[Dataset entries]
# # # # #
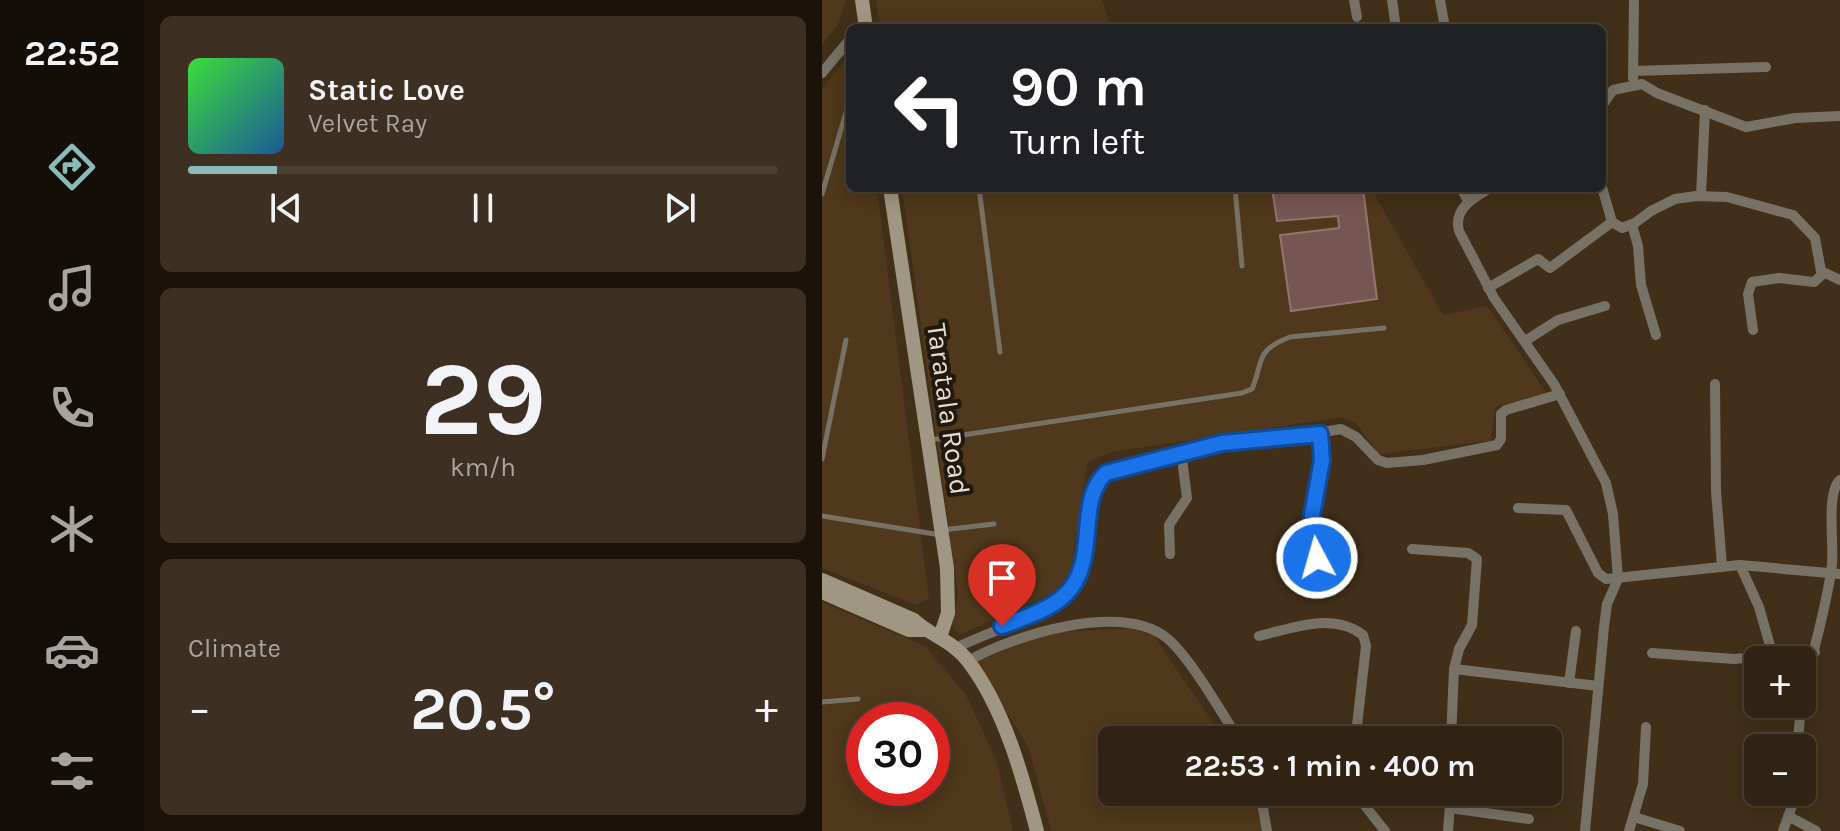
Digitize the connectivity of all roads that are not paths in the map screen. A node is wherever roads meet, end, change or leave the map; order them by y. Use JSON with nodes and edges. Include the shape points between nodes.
{"nodes":[{"id":1,"x":862,"y":0,"type":"edge"},
{"id":2,"x":1354,"y":0,"type":"edge"},
{"id":3,"x":1392,"y":0,"type":"edge"},
{"id":4,"x":1440,"y":0,"type":"edge"},
{"id":5,"x":1634,"y":0,"type":"edge"},
{"id":6,"x":1357,"y":17,"type":"dead end"},
{"id":7,"x":863,"y":24,"type":"edge"},
{"id":8,"x":1395,"y":24,"type":"edge"},
{"id":9,"x":1444,"y":24,"type":"edge"},
{"id":10,"x":846,"y":44,"type":"edge"},
{"id":11,"x":1766,"y":67,"type":"dead end"},
{"id":12,"x":1633,"y":71,"type":"junction"},
{"id":13,"x":822,"y":73,"type":"edge"},
{"id":14,"x":1633,"y":85,"type":"junction"},
{"id":15,"x":1606,"y":100,"type":"edge"},
{"id":16,"x":1705,"y":110,"type":"junction"},
{"id":17,"x":846,"y":113,"type":"edge"},
{"id":18,"x":1840,"y":116,"type":"edge"},
{"id":19,"x":891,"y":192,"type":"edge"},
{"id":20,"x":980,"y":192,"type":"edge"},
{"id":21,"x":1235,"y":192,"type":"edge"},
{"id":22,"x":1463,"y":192,"type":"edge"},
{"id":23,"x":1483,"y":192,"type":"edge"},
{"id":24,"x":1603,"y":192,"type":"edge"},
{"id":25,"x":822,"y":194,"type":"edge"},
{"id":26,"x":1701,"y":196,"type":"junction"},
{"id":27,"x":1468,"y":201,"type":"junction"},
{"id":28,"x":1612,"y":222,"type":"junction"},
{"id":29,"x":1632,"y":225,"type":"junction"},
{"id":30,"x":1242,"y":266,"type":"dead end"},
{"id":31,"x":1824,"y":273,"type":"junction"},
{"id":32,"x":1840,"y":280,"type":"edge"},
{"id":33,"x":1488,"y":288,"type":"junction"},
{"id":34,"x":1605,"y":306,"type":"dead end"},
{"id":35,"x":1384,"y":328,"type":"dead end"},
{"id":36,"x":1753,"y":330,"type":"dead end"},
{"id":37,"x":1656,"y":335,"type":"dead end"},
{"id":38,"x":846,"y":340,"type":"dead end"},
{"id":39,"x":1525,"y":341,"type":"junction"},
{"id":40,"x":1000,"y":352,"type":"dead end"},
{"id":41,"x":1715,"y":384,"type":"dead end"},
{"id":42,"x":1560,"y":394,"type":"junction"},
{"id":43,"x":1320,"y":434,"type":"junction"},
{"id":44,"x":927,"y":440,"type":"junction"},
{"id":45,"x":1181,"y":451,"type":"junction"},
{"id":46,"x":822,"y":459,"type":"edge"},
{"id":47,"x":1840,"y":480,"type":"edge"},
{"id":48,"x":1518,"y":508,"type":"dead end"},
{"id":49,"x":822,"y":516,"type":"edge"},
{"id":50,"x":994,"y":524,"type":"dead end"},
{"id":51,"x":941,"y":533,"type":"junction"},
{"id":52,"x":1412,"y":549,"type":"dead end"},
{"id":53,"x":1170,"y":554,"type":"dead end"},
{"id":54,"x":1317,"y":558,"type":"dead end"},
{"id":55,"x":1740,"y":565,"type":"junction"},
{"id":56,"x":1722,"y":566,"type":"junction"},
{"id":57,"x":1835,"y":575,"type":"edge"},
{"id":58,"x":1618,"y":579,"type":"junction"},
{"id":59,"x":822,"y":580,"type":"edge"},
{"id":60,"x":822,"y":592,"type":"edge"},
{"id":61,"x":924,"y":630,"type":"junction"},
{"id":62,"x":1576,"y":631,"type":"dead end"},
{"id":63,"x":1259,"y":636,"type":"dead end"},
{"id":64,"x":940,"y":637,"type":"junction"},
{"id":65,"x":1770,"y":646,"type":"edge"},
{"id":66,"x":956,"y":648,"type":"junction"},
{"id":67,"x":1816,"y":648,"type":"edge"},
{"id":68,"x":1652,"y":653,"type":"dead end"},
{"id":69,"x":1744,"y":658,"type":"edge"},
{"id":70,"x":968,"y":661,"type":"junction"},
{"id":71,"x":1454,"y":669,"type":"junction"},
{"id":72,"x":1569,"y":683,"type":"junction"},
{"id":73,"x":1598,"y":686,"type":"junction"},
{"id":74,"x":858,"y":699,"type":"dead end"},
{"id":75,"x":822,"y":702,"type":"edge"},
{"id":76,"x":1230,"y":726,"type":"edge"},
{"id":77,"x":1357,"y":726,"type":"edge"},
{"id":78,"x":1450,"y":726,"type":"edge"},
{"id":79,"x":1646,"y":727,"type":"dead end"},
{"id":80,"x":1263,"y":806,"type":"edge"},
{"id":81,"x":1365,"y":806,"type":"edge"},
{"id":82,"x":1792,"y":806,"type":"edge"},
{"id":83,"x":1450,"y":808,"type":"joint"},
{"id":84,"x":1788,"y":816,"type":"junction"},
{"id":85,"x":1634,"y":817,"type":"junction"},
{"id":86,"x":1529,"y":819,"type":"dead end"},
{"id":87,"x":1037,"y":831,"type":"edge"},
{"id":88,"x":1267,"y":831,"type":"edge"},
{"id":89,"x":1385,"y":831,"type":"edge"},
{"id":90,"x":1448,"y":831,"type":"edge"},
{"id":91,"x":1585,"y":831,"type":"edge"},
{"id":92,"x":1629,"y":831,"type":"edge"},
{"id":93,"x":1680,"y":831,"type":"edge"},
{"id":94,"x":1783,"y":831,"type":"edge"},
{"id":95,"x":1816,"y":831,"type":"edge"}],
"edges":[{"from":1,"to":7,"type":"street"},
{"from":2,"to":6,"type":"street"},
{"from":3,"to":8,"type":"street"},
{"from":4,"to":9,"type":"street"},
{"from":5,"to":12,"type":"street"},
{"from":10,"to":13,"type":"street"},
{"from":11,"to":12,"type":"street"},
{"from":12,"to":14,"type":"street"},
{"from":14,"to":15,"type":"street","via":[[1613,90]]},
{"from":14,"to":16,"type":"street"},
{"from":16,"to":18,"type":"street","via":[[1746,127]]},
{"from":16,"to":26,"type":"street"},
{"from":17,"to":25,"type":"lane"},
{"from":19,"to":44,"type":"street","name":"Taratala Road"},
{"from":20,"to":40,"type":"lane"},
{"from":21,"to":30,"type":"lane"},
{"from":22,"to":27,"type":"street"},
{"from":23,"to":27,"type":"street"},
{"from":24,"to":28,"type":"street"},
{"from":26,"to":29,"type":"street","via":[[1675,199]]},
{"from":26,"to":31,"type":"street","via":[[1790,212],[1815,238]]},
{"from":27,"to":33,"type":"street","via":[[1457,223]]},
{"from":28,"to":29,"type":"street","via":[[1622,228]]},
{"from":28,"to":33,"type":"street","via":[[1550,268],[1538,259]]},
{"from":29,"to":37,"type":"street"},
{"from":31,"to":32,"type":"street"},
{"from":31,"to":36,"type":"street","via":[[1814,282],[1752,282],[1748,294]]},
{"from":33,"to":39,"type":"street"},
{"from":34,"to":39,"type":"street","via":[[1571,314]]},
{"from":35,"to":44,"type":"lane","via":[[1280,341],[1261,357],[1252,389],[1242,393]]},
{"from":38,"to":46,"type":"lane"},
{"from":39,"to":42,"type":"street"},
{"from":41,"to":56,"type":"street"},
{"from":42,"to":43,"type":"street","via":[[1501,414],[1501,439],[1494,446],[1423,460],[1387,463],[1347,430]]},
{"from":42,"to":58,"type":"street","via":[[1606,483]]},
{"from":43,"to":45,"type":"street"},
{"from":43,"to":54,"type":"street","via":[[1321,469],[1312,515]]},
{"from":44,"to":51,"type":"street","name":"Taratala Road"},
{"from":45,"to":53,"type":"street","via":[[1187,498],[1169,525]]},
{"from":45,"to":66,"type":"street","via":[[1106,473],[1092,495],[1085,556],[1074,584],[1047,607]]},
{"from":47,"to":57,"type":"street","via":[[1833,492]]},
{"from":48,"to":58,"type":"street","via":[[1566,510],[1598,573]]},
{"from":49,"to":51,"type":"lane"},
{"from":50,"to":51,"type":"lane"},
{"from":51,"to":64,"type":"street","name":"Taratala Road","via":[[949,596]]},
{"from":52,"to":71,"type":"street","via":[[1468,553],[1477,559],[1472,625]]},
{"from":55,"to":56,"type":"street"},
{"from":55,"to":57,"type":"street"},
{"from":55,"to":65,"type":"street"},
{"from":56,"to":58,"type":"street"},
{"from":57,"to":67,"type":"street"},
{"from":58,"to":73,"type":"street","via":[[1607,604]]},
{"from":59,"to":61,"type":"street","via":[[914,620]]},
{"from":60,"to":61,"type":"street","via":[[909,630]]},
{"from":61,"to":64,"type":"street"},
{"from":62,"to":72,"type":"street"},
{"from":63,"to":77,"type":"street","via":[[1327,623],[1349,626],[1363,635]]},
{"from":64,"to":66,"type":"street"},
{"from":66,"to":70,"type":"street"},
{"from":68,"to":69,"type":"street"},
{"from":70,"to":76,"type":"street","via":[[1060,627],[1106,623],[1146,628],[1166,638],[1185,659]]},
{"from":70,"to":87,"type":"street","via":[[1004,730]]},
{"from":71,"to":72,"type":"street"},
{"from":71,"to":78,"type":"street"},
{"from":72,"to":73,"type":"street"},
{"from":73,"to":91,"type":"street"},
{"from":74,"to":75,"type":"lane"},
{"from":79,"to":85,"type":"street","via":[[1643,784]]},
{"from":80,"to":88,"type":"street"},
{"from":81,"to":89,"type":"street"},
{"from":82,"to":84,"type":"street"},
{"from":83,"to":86,"type":"street"},
{"from":83,"to":90,"type":"street"},
{"from":84,"to":94,"type":"street"},
{"from":84,"to":95,"type":"street"},
{"from":85,"to":92,"type":"street"},
{"from":85,"to":93,"type":"street"}]}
# # # # #
ASSIGNMENT: The lines above that hold the string "nodes" are to be located and copied.

ANSWER TO THIS PROBLEM:
Digitize the connectivity of all roads that are not paths in the map screen. A node is wherever roads meet, end, change or leave the map; order them by y. Use JSON with nodes and edges. Include the shape points between nodes.
{"nodes":[{"id":1,"x":862,"y":0,"type":"edge"},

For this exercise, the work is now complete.